▸ **SUPPLIED RECORDS**
___
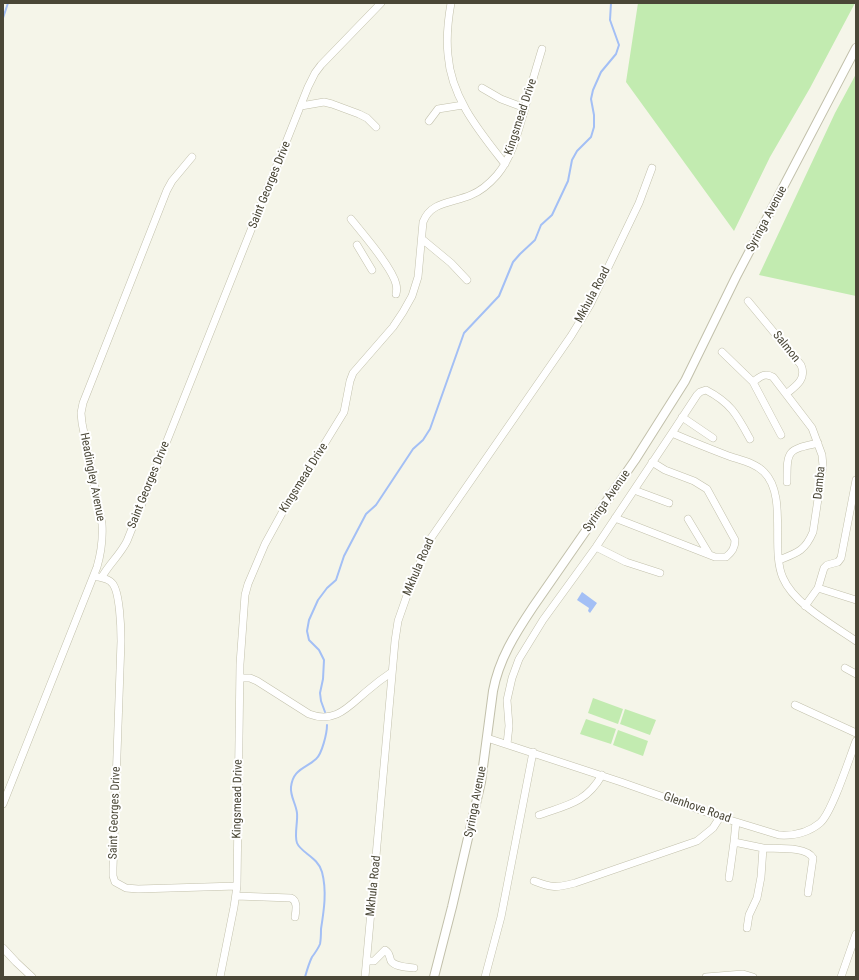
<!DOCTYPE html>
<html>
<head>
<meta charset="utf-8">
<style>
	body { margin:0 }
	#map { position:relative; width:859px; height:980px; overflow:hidden; background:#f5f5e9; font-family:"Roboto Condensed",sans-serif }
	canvas { display:block }
	.frame { position:absolute; inset:0; border:4px solid #4a4737; pointer-events:none }
</style>
</head>
<body>
<div id="map">
<canvas width="859" height="980"></canvas>
<div class="frame"></div>
</div>
<script>
const g = document.querySelector('canvas').getContext('2d');
g.lineJoin = 'round';
function fill(path, color) { g.fillStyle = color; g.fill(path, 'evenodd'); }
function stroke(path, color, width, dash) { g.strokeStyle = color; g.lineWidth = width; g.lineCap = dash ? 'butt' : 'round'; g.setLineDash(dash || []); g.stroke(path); }
function label(font, color, halo, rows, align = 'center') {
  g.font = font + ' "Roboto Condensed",sans-serif'; g.lineWidth = 4; g.setLineDash([]); g.textBaseline = 'middle'; g.strokeStyle = halo; g.fillStyle = color; for (const [text, x, y, turn = 0] of rows) {
    g.save(); g.translate(x, y); g.rotate((+turn || 0) * Math.PI / 180); g.textAlign = isNaN(turn) ? turn : align; if (halo) g.strokeText(text, 0, 0); g.fillText(text, 0, 0); g.restore();
  }
}
fill(new Path2D(`
	M 638,3 L 855,3 L 810,88 L 770,157 L 734,231 L 626,82 Z
	M 856,74 L 856,296 L 759,275 L 835,113 Z
	M 593,698 L 623,709 L 618,724 L 588,713 Z
	M 625,709 L 656,720 L 650,735 L 620,724 Z
	M 586,719 L 616,729 L 611,744 L 580,734 Z
	M 618,730 L 648,741 L 643,756 L 613,745 Z`), '#c2ebb0');
fill(new Path2D(`
	M 582,592 L 597,603 L 590,613 L 588,611 L 589,608 L 577,600 Z`), '#a3bff5');
stroke(new Path2D(`
	M 3,18 L 8,3
	M 325,712 L 321,701 L 320,693 L 323,679 L 324,660 L 319,650 L 309,640 L 307,631 L 309,620 L 318,600 L 327,588 L 336,580 L 344,556 L 366,514 L 376,505 L 413,449 L 423,440 L 430,429 L 464,333 L 499,296 L 513,262 L 520,254 L 535,240 L 541,225 L 552,215 L 568,181 L 572,160 L 577,151 L 591,137 L 594,127 L 594,115 L 591,99 L 593,90 L 601,72 L 616,54 L 619,45 L 610,20 L 611,3
	M 305,977 C 307,970 309,963 312,957 C 315,953 318,949 320,944 C 321,939 321,934 321,929 C 324,910 327,891 322,872 C 318,857 301,853 297,843 C 294,835 298,822 297,813 C 296,804 290,796 291,787 C 293,769 305,769 316,759 C 322,754 327,733 327,725`), '#a3bff5', 2);
const minor = new Path2D(`
	M 451,3 C 448,20 446,37 448,55 C 451,98 480,132 505,164
	M 482,88 L 501,99 L 525,108
	M 301,106 L 324,102 L 332,104 L 359,114 L 367,118 L 376,127
	M 429,121 L 438,109 L 463,105
	M 351,219 C 363,234 392,267 396,284 C 397,288 397,290 396,294
	M 422,239 L 451,263 L 467,280
	M 357,245 L 372,270
	M 748,301 L 801,365 C 807,379 796,386 786,394
	M 722,352 L 753,382
	M 682,417 L 713,438
	M 750,439 C 737,415 731,403 706,390 L 700,392 L 697,395 L 672,433 C 690,441 708,448 726,455 C 739,460 754,462 764,472 C 788,496 770,549 783,578 C 794,604 833,625 856,641
	M 787,482 C 787,450 787,450 818,443
	M 634,490 L 669,503
	M 615,518 L 715,557 L 726,557 C 732,552 735,548 735,540 L 707,489 L 694,481 L 665,470 L 652,462
	M 688,519 L 709,554
	M 596,547 L 626,562 L 660,573
	M 779,560 C 797,553 805,551 813,532 L 823,466 L 822,455 L 812,428 L 773,377 C 764,372 760,377 753,382 L 781,435
	M 98,577 C 103,578 109,579 112,583 C 120,591 121,629 121,641 L 113,868 L 113,876 L 115,882 L 126,888 L 138,889 L 237,886
	M 102,577 C 109,564 120,555 127,541 L 308,87 L 315,73 L 321,65 L 381,3
	M 818,588 L 856,600
	M 805,606 L 818,588 L 824,568 L 827,565 L 838,562 L 841,558 L 856,480
	M 845,668 L 856,674
	M 240,678 L 250,678 L 257,681 L 309,714 C 335,724 348,707 367,691 C 375,684 383,678 392,672
	M 795,705 L 856,733
	M 487,738 L 621,782 L 720,817 L 779,835 C 795,836 808,833 820,823 C 832,813 849,759 856,741
	M 507,744 L 509,726 L 507,700 L 512,678 L 519,659 L 543,620 L 596,547 L 672,433
	M 3,804 L 97,567 C 101,553 103,539 102,524 L 82,423 L 81,413 L 83,403 L 167,190 L 172,181 L 192,157
	M 539,815 C 567,805 586,803 602,775
	M 736,822 L 734,842 L 763,848 L 761,877 L 757,898 L 749,915 L 747,928
	M 763,848 C 776,849 806,846 813,858 L 808,893
	M 729,878 L 734,842
	M 534,881 C 552,888 556,888 575,883 L 697,841 L 713,828 L 720,817
	M 236,896 L 291,898 C 298,901 296,910 295,917
	M 3,948 L 16,962 L 32,977
	M 367,961 L 374,961 L 385,950 C 390,953 389,956 391,961 C 395,967 407,967 414,968
	M 220,977 L 234,907 L 237,886 L 240,664 L 245,595 L 248,584 L 265,544 L 282,513 L 344,412 L 350,381 L 353,373 L 393,327 L 403,312 L 412,296 L 418,277 L 423,222 C 431,201 453,203 471,195 C 481,191 490,183 497,175 C 513,156 518,131 525,108 C 530,88 536,69 542,49
	M 365,977 C 375,865 386,753 395,641 L 398,621 L 412,581 L 431,538 L 571,336 L 590,305 L 639,203 L 652,168
	M 485,977 L 501,917 L 533,752
	M 706,977 L 743,974 L 753,977
	M 841,977 L 856,934`);
const tertiary = new Path2D(`
	M 434,977 L 452,907 L 481,782 L 493,691 C 499,659 515,634 533,607 L 635,460 L 685,381 L 736,277 L 856,48`);
stroke(minor, '#c2c0ab', 8);
stroke(tertiary, '#c2c0ab', 10);
stroke(minor, '#fff', 7);
stroke(tertiary, '#fff', 8);
label('12px', '#4a4737', '#fff', [
	["Kingsmead Drive",521,117,-72],
	["Saint Georges Drive",270,185,-68],
	["Syringa Avenue",767,219,-62],
	["Mkhula Road",593,295,-62],
	["Salmon",786,347,51],
	["Headingley Avenue",92,477,79],
	["Kingsmead Drive",304,478,-58],
	["Damba",820,483,-84],
	["Saint Georges Drive",149,485,-68],
	["Syringa Avenue",607,501,-55],
	["Mkhula Road",419,567,-67],
	["Kingsmead Drive",238,799,-89],
	["Syringa Avenue",476,802,-79],
	["Glenhove Road",697,808,19],
	["Saint Georges Drive",115,813,-88],
	["Mkhula Road",374,886,-84]
]);
</script>
</body>
</html>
___
▸ **WORK TO BE COMPLETED**
Where a line in the entries holds the word "const", copy that line.

▸ **RESULT FOR THIS EXERCISE**
const g = document.querySelector('canvas').getContext('2d');
  g.font = font + ' "Roboto Condensed",sans-serif'; g.lineWidth = 4; g.setLineDash([]); g.textBaseline = 'middle'; g.strokeStyle = halo; g.fillStyle = color; for (const [text, x, y, turn = 0] of rows) {
const minor = new Path2D(`
const tertiary = new Path2D(`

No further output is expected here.